Main problem
The main of problem that we will try to solve in this document is computing the problem between a very large matrix \(\boldsymbol{X}\) (of size \(n \times m\)) and a smaller one \(\boldsymbol{M}\). \(\boldsymbol{\widetilde{X}}\) is a scaled version of \(\boldsymbol{X}\), i.e. defined such that \(\widetilde{X}_{i,j} = \frac{X_{i,j}-\mu_j}{s_j}\). Usually, \(\boldsymbol{\mu}\) is the vector of column means (that you can get using the \(\texttt{R}\) command colMeans(X)

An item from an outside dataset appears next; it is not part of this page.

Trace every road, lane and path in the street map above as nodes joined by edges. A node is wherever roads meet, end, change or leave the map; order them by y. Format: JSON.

) and \(\boldsymbol{s}\) is the vector of column standard deviations (that you can get using the \(\texttt{R}\) command apply(X, 2, sd)
). For now, we will make no such assumptions on \(\boldsymbol{\mu}\) and \(\boldsymbol{s}\).

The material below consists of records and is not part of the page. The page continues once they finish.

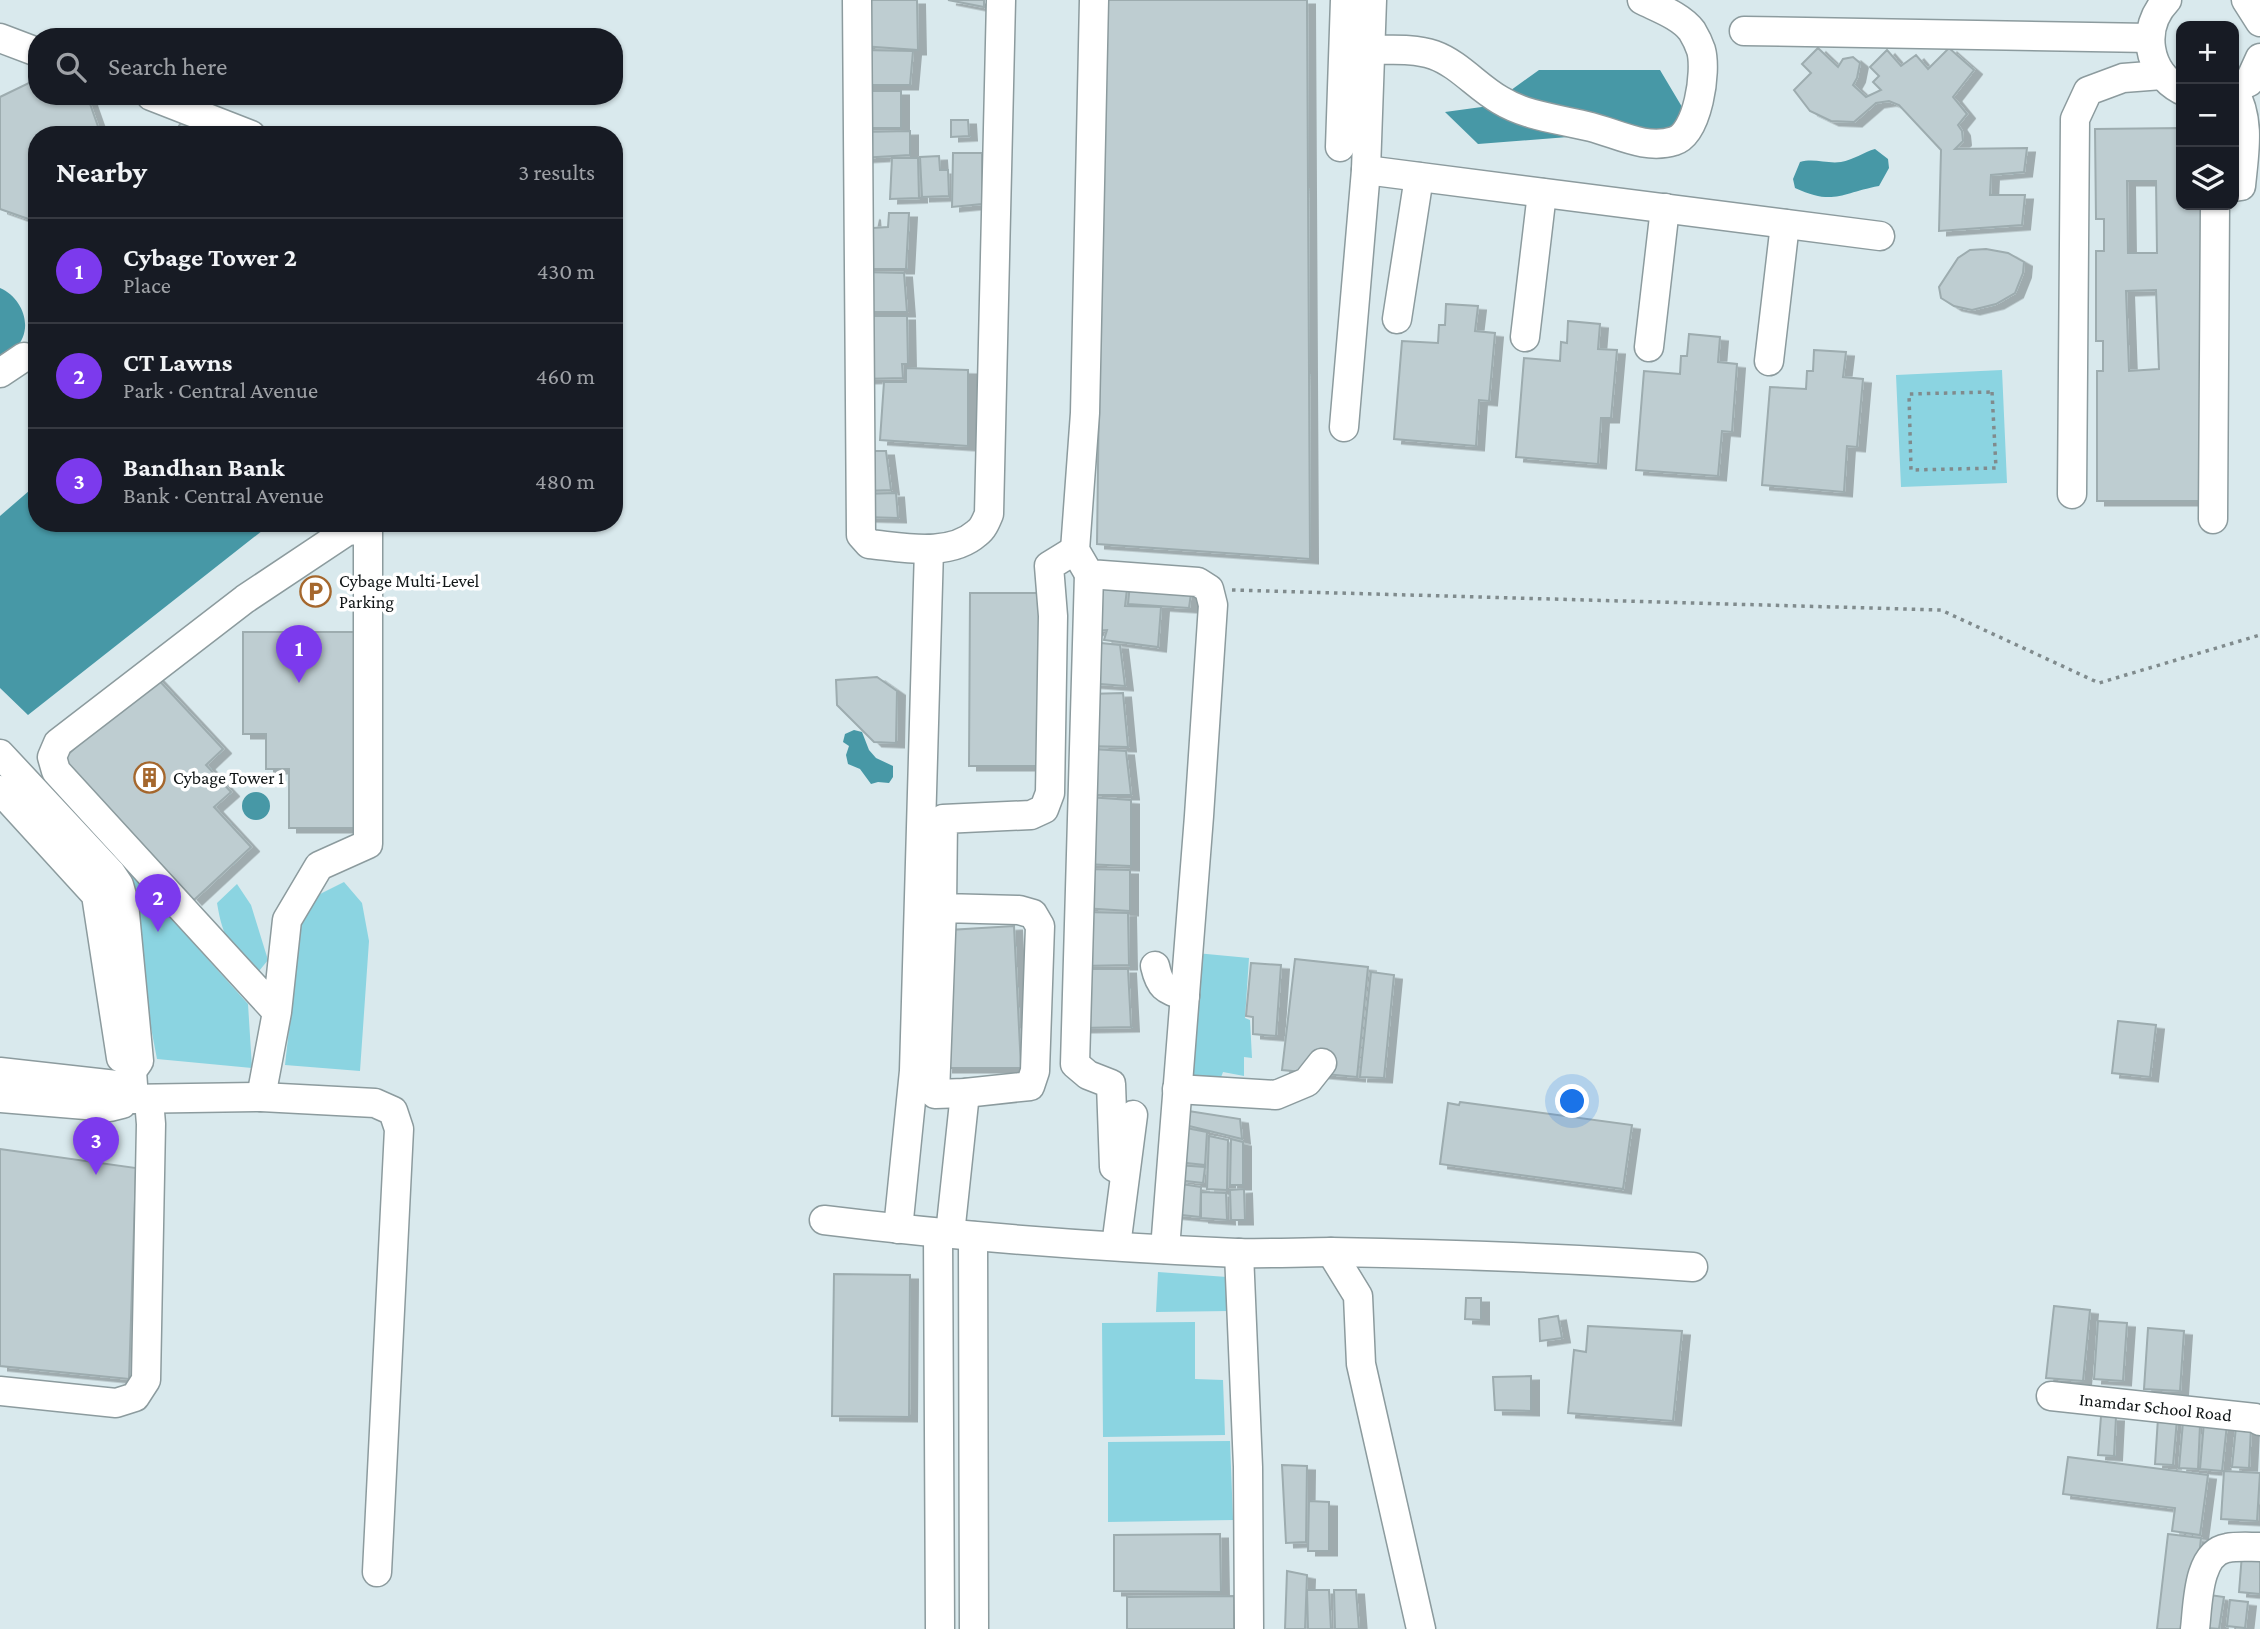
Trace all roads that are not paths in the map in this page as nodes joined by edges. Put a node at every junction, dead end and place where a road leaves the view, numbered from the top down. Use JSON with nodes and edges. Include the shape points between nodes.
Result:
{"nodes":[{"id":1,"x":857,"y":0,"type":"edge"},
{"id":2,"x":1001,"y":0,"type":"edge"},
{"id":3,"x":1094,"y":0,"type":"edge"},
{"id":4,"x":1345,"y":0,"type":"edge"},
{"id":5,"x":1372,"y":0,"type":"edge"},
{"id":6,"x":1642,"y":0,"type":"edge"},
{"id":7,"x":2167,"y":0,"type":"edge"},
{"id":8,"x":2246,"y":0,"type":"edge"},
{"id":9,"x":2260,"y":22,"type":"edge"},
{"id":10,"x":1744,"y":31,"type":"dead end"},
{"id":11,"x":0,"y":38,"type":"edge"},
{"id":12,"x":2150,"y":38,"type":"junction"},
{"id":13,"x":28,"y":49,"type":"edge"},
{"id":14,"x":1371,"y":50,"type":"junction"},
{"id":15,"x":2172,"y":83,"type":"edge"},
{"id":16,"x":2247,"y":83,"type":"edge"},
{"id":17,"x":174,"y":105,"type":"edge"},
{"id":18,"x":228,"y":126,"type":"edge"},
{"id":19,"x":1340,"y":148,"type":"dead end"},
{"id":20,"x":1366,"y":170,"type":"junction"},
{"id":21,"x":1419,"y":177,"type":"junction"},
{"id":22,"x":2239,"y":186,"type":"edge"},
{"id":23,"x":1542,"y":193,"type":"junction"},
{"id":24,"x":1665,"y":208,"type":"junction"},
{"id":25,"x":2215,"y":210,"type":"edge"},
{"id":26,"x":1785,"y":224,"type":"junction"},
{"id":27,"x":1880,"y":236,"type":"dead end"},
{"id":28,"x":1397,"y":320,"type":"dead end"},
{"id":29,"x":1525,"y":337,"type":"dead end"},
{"id":30,"x":1648,"y":347,"type":"dead end"},
{"id":31,"x":24,"y":357,"type":"dead end"},
{"id":32,"x":1769,"y":361,"type":"dead end"},
{"id":33,"x":0,"y":373,"type":"edge"},
{"id":34,"x":1344,"y":427,"type":"dead end"},
{"id":35,"x":2072,"y":494,"type":"dead end"},
{"id":36,"x":2213,"y":519,"type":"dead end"},
{"id":37,"x":346,"y":532,"type":"edge"},
{"id":38,"x":368,"y":532,"type":"edge"},
{"id":39,"x":929,"y":549,"type":"junction"},
{"id":40,"x":1082,"y":562,"type":"junction"},
{"id":41,"x":0,"y":754,"type":"edge"},
{"id":42,"x":0,"y":790,"type":"edge"},
{"id":43,"x":942,"y":908,"type":"junction"},
{"id":44,"x":1154,"y":966,"type":"dead end"},
{"id":45,"x":1185,"y":996,"type":"junction"},
{"id":46,"x":276,"y":1012,"type":"junction"},
{"id":47,"x":1322,"y":1063,"type":"dead end"},
{"id":48,"x":132,"y":1070,"type":"junction"},
{"id":49,"x":0,"y":1072,"type":"edge"},
{"id":50,"x":1177,"y":1089,"type":"junction"},
{"id":51,"x":965,"y":1094,"type":"junction"},
{"id":52,"x":261,"y":1097,"type":"junction"},
{"id":53,"x":0,"y":1098,"type":"edge"},
{"id":54,"x":140,"y":1106,"type":"junction"},
{"id":55,"x":0,"y":1114,"type":"edge"},
{"id":56,"x":1133,"y":1115,"type":"dead end"},
{"id":57,"x":1125,"y":1173,"type":"junction"},
{"id":58,"x":824,"y":1220,"type":"dead end"},
{"id":59,"x":898,"y":1229,"type":"junction"},
{"id":60,"x":954,"y":1235,"type":"junction"},
{"id":61,"x":1116,"y":1246,"type":"junction"},
{"id":62,"x":1165,"y":1249,"type":"junction"},
{"id":63,"x":1331,"y":1252,"type":"junction"},
{"id":64,"x":1240,"y":1253,"type":"junction"},
{"id":65,"x":1693,"y":1267,"type":"dead end"},
{"id":66,"x":0,"y":1391,"type":"edge"},
{"id":67,"x":2051,"y":1395,"type":"dead end"},
{"id":68,"x":2260,"y":1421,"type":"edge"},
{"id":69,"x":2260,"y":1546,"type":"edge"},
{"id":70,"x":377,"y":1572,"type":"dead end"},
{"id":71,"x":940,"y":1629,"type":"edge"},
{"id":72,"x":974,"y":1629,"type":"edge"},
{"id":73,"x":1249,"y":1629,"type":"edge"},
{"id":74,"x":1421,"y":1629,"type":"edge"},
{"id":75,"x":2195,"y":1629,"type":"edge"}],
"edges":[{"from":1,"to":39,"type":"street","via":[[861,536],[869,544]]},
{"from":2,"to":39,"type":"street","via":[[989,514],[979,532],[964,542]]},
{"from":3,"to":40,"type":"street"},
{"from":4,"to":19,"type":"street"},
{"from":5,"to":14,"type":"street"},
{"from":6,"to":14,"type":"street","via":[[1691,29],[1701,49],[1703,77],[1694,116],[1687,132],[1676,141],[1639,142],[1517,110],[1435,56]]},
{"from":7,"to":12,"type":"street","via":[[2154,19]]},
{"from":8,"to":9,"type":"street"},
{"from":10,"to":12,"type":"street"},
{"from":11,"to":13,"type":"street"},
{"from":12,"to":15,"type":"street","via":[[2153,58]]},
{"from":14,"to":20,"type":"street"},
{"from":15,"to":35,"type":"street","via":[[2123,78],[2088,91],[2075,119]]},
{"from":16,"to":22,"type":"street"},
{"from":17,"to":18,"type":"street"},
{"from":20,"to":21,"type":"street"},
{"from":20,"to":34,"type":"street"},
{"from":21,"to":23,"type":"street"},
{"from":21,"to":28,"type":"street"},
{"from":23,"to":24,"type":"street"},
{"from":23,"to":29,"type":"street"},
{"from":24,"to":26,"type":"street"},
{"from":24,"to":30,"type":"street"},
{"from":25,"to":36,"type":"street"},
{"from":26,"to":27,"type":"street"},
{"from":26,"to":32,"type":"street"},
{"from":31,"to":33,"type":"street"},
{"from":37,"to":46,"type":"street","via":[[245,599],[58,743],[52,757],[56,771]]},
{"from":38,"to":46,"type":"street","via":[[368,844],[319,866],[286,920]]},
{"from":39,"to":59,"type":"street","via":[[914,1071]]},
{"from":40,"to":43,"type":"street","via":[[1049,566],[1053,616],[1050,793],[1044,808],[1031,815],[943,819]]},
{"from":40,"to":45,"type":"street","via":[[1198,582],[1209,589],[1213,605]]},
{"from":40,"to":57,"type":"street","via":[[1075,1064],[1111,1084],[1114,1167]]},
{"from":41,"to":48,"type":"street","via":[[119,885],[139,1061]]},
{"from":42,"to":48,"type":"street","via":[[96,895],[121,1059]]},
{"from":43,"to":51,"type":"street","via":[[935,1094]]},
{"from":43,"to":51,"type":"street","via":[[1019,910],[1033,914],[1040,926],[1035,1071],[1030,1086]]},
{"from":44,"to":45,"type":"street","via":[[1166,989]]},
{"from":45,"to":50,"type":"street"},
{"from":46,"to":52,"type":"street"},
{"from":47,"to":50,"type":"street","via":[[1307,1082],[1276,1095]]},
{"from":48,"to":54,"type":"street"},
{"from":49,"to":54,"type":"street","via":[[116,1085]]},
{"from":50,"to":62,"type":"street"},
{"from":51,"to":60,"type":"street"},
{"from":52,"to":54,"type":"street"},
{"from":52,"to":70,"type":"street","via":[[375,1102],[393,1111],[399,1129]]},
{"from":53,"to":54,"type":"street"},
{"from":54,"to":55,"type":"street"},
{"from":54,"to":66,"type":"street","via":[[146,1380],[135,1397],[116,1403]]},
{"from":56,"to":57,"type":"street"},
{"from":57,"to":61,"type":"street"},
{"from":58,"to":59,"type":"street"},
{"from":59,"to":60,"type":"street"},
{"from":60,"to":61,"type":"street"},
{"from":60,"to":71,"type":"street"},
{"from":60,"to":72,"type":"street"},
{"from":61,"to":62,"type":"street"},
{"from":62,"to":64,"type":"street"},
{"from":63,"to":64,"type":"street"},
{"from":63,"to":65,"type":"street"},
{"from":63,"to":74,"type":"street","via":[[1358,1296],[1362,1364]]},
{"from":64,"to":73,"type":"street"},
{"from":67,"to":68,"type":"street","name":"Inamdar School Road"},
{"from":69,"to":75,"type":"street","via":[[2225,1548],[2210,1556]]}]}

Rewriting the main problem
Let us denote \(\boldsymbol{A}= \begin{bmatrix} a_{11} & a_{12} \\ a_{21} & a_{22} \\ a_{31} & a_{32} \end{bmatrix}\) and \(\boldsymbol{B}= \begin{bmatrix} b_{11} & b_{12} \\ b_{21} & b_{22} \\ b_{31} & b_{32} \end{bmatrix}\). Then \(\begin{bmatrix} a_{11} - \mu_1 & a_{12} - \mu_2 \\ a_{21} - \mu_1 & a_{22} - \mu_2 \\ a_{31} - \mu_1 & a_{32} - \mu_2 \end{bmatrix} = \boldsymbol{A}- \begin{bmatrix} 1 \\ 1 \\ 1 \end{bmatrix} \cdot \begin{bmatrix} \mu_1 & \mu_2 \end{bmatrix} = \boldsymbol{A}- \boldsymbol{1}_3 \cdot \boldsymbol{\mu}^T\) and \(\begin{bmatrix} b_{11} d_1 & b_{12} d_2 \\ b_{21} d_1 & b_{22} d_2 \\ b_{31} d_1 & b_{32} d_2 \end{bmatrix} = \boldsymbol{B}\cdot \begin{bmatrix} d_1 & 0 \\ 0 & d_2 \end{bmatrix} = \boldsymbol{B}\cdot \boldsymbol{\Delta}\).
Let us generalize: \(\boldsymbol{\widetilde{X}} = (\boldsymbol{X}- \boldsymbol{1}_n \cdot \boldsymbol{\mu}^T) \cdot \boldsymbol{\Delta_s}\) where \(\boldsymbol{\Delta_s} = \begin{bmatrix} 1/s_1 & 0 & \cdots & 0 \\ 0 & \ddots & \ddots & \vdots \\ \vdots & \ddots & \ddots & 0 \\ 0 & \cdots & 0 & 1/s_{m} \end{bmatrix}\).
So, \(\boldsymbol{\widetilde{X}} \cdot \boldsymbol{M}= (\boldsymbol{X}- \boldsymbol{1}_n \cdot \boldsymbol{\mu}^T) \cdot \boldsymbol{\Delta_s} \cdot \boldsymbol{M}\). If we denote \(\boldsymbol{M_s} = \boldsymbol{\Delta_s} \cdot \boldsymbol{M}\), then \(\boldsymbol{\widetilde{X}} \cdot \boldsymbol{M}= \boldsymbol{X}\cdot \boldsymbol{M_s} - \boldsymbol{1}_n \cdot \boldsymbol{\mu}^T \cdot \boldsymbol{M_s}\), which doesn’t involve any explicit scaling of \(\boldsymbol{X}\).
Moreover, in the particular case where \(\boldsymbol{\mu}^T = \boldsymbol{1}_n^T \cdot \boldsymbol{X}\) is the vector of column means of \(\boldsymbol{X}\), then \(\boldsymbol{\widetilde{X}} \cdot \boldsymbol{M}= \boldsymbol{C_n} \cdot (\boldsymbol{X}\cdot \boldsymbol{M_s})\) where \(\boldsymbol{C_n} = \boldsymbol{I_n} - \frac{1}{n} \boldsymbol{1}_n \cdot \boldsymbol{1}_n^T\) is the centering matrix.
Example
Let use the big_apply
function to implement the main problem we have treated in this document.
### Treating mu as any vector
# get mu and s as the column means and column standard deviations
stats_scale <- big_scale(center = TRUE, scale = TRUE)(X)
# compute M_s
M_s <- M / stats_scale$scale
# compute the product, without scaling X
XM_s <- big_prodMat(X, M_s)
# adjust the result
final <- sweep(XM_s, 2, crossprod(stats_scale$center, M_s), '-')
# verification
true <- scale(X[]) %*% M
all.equal(final, true)
## [1] TRUE
### Knowing that mu is the column means of X
final2 <- sweep(XM_s, 2, colMeans(XM_s), '-')
# verification
all.equal(final2, final)
## [1] TRUE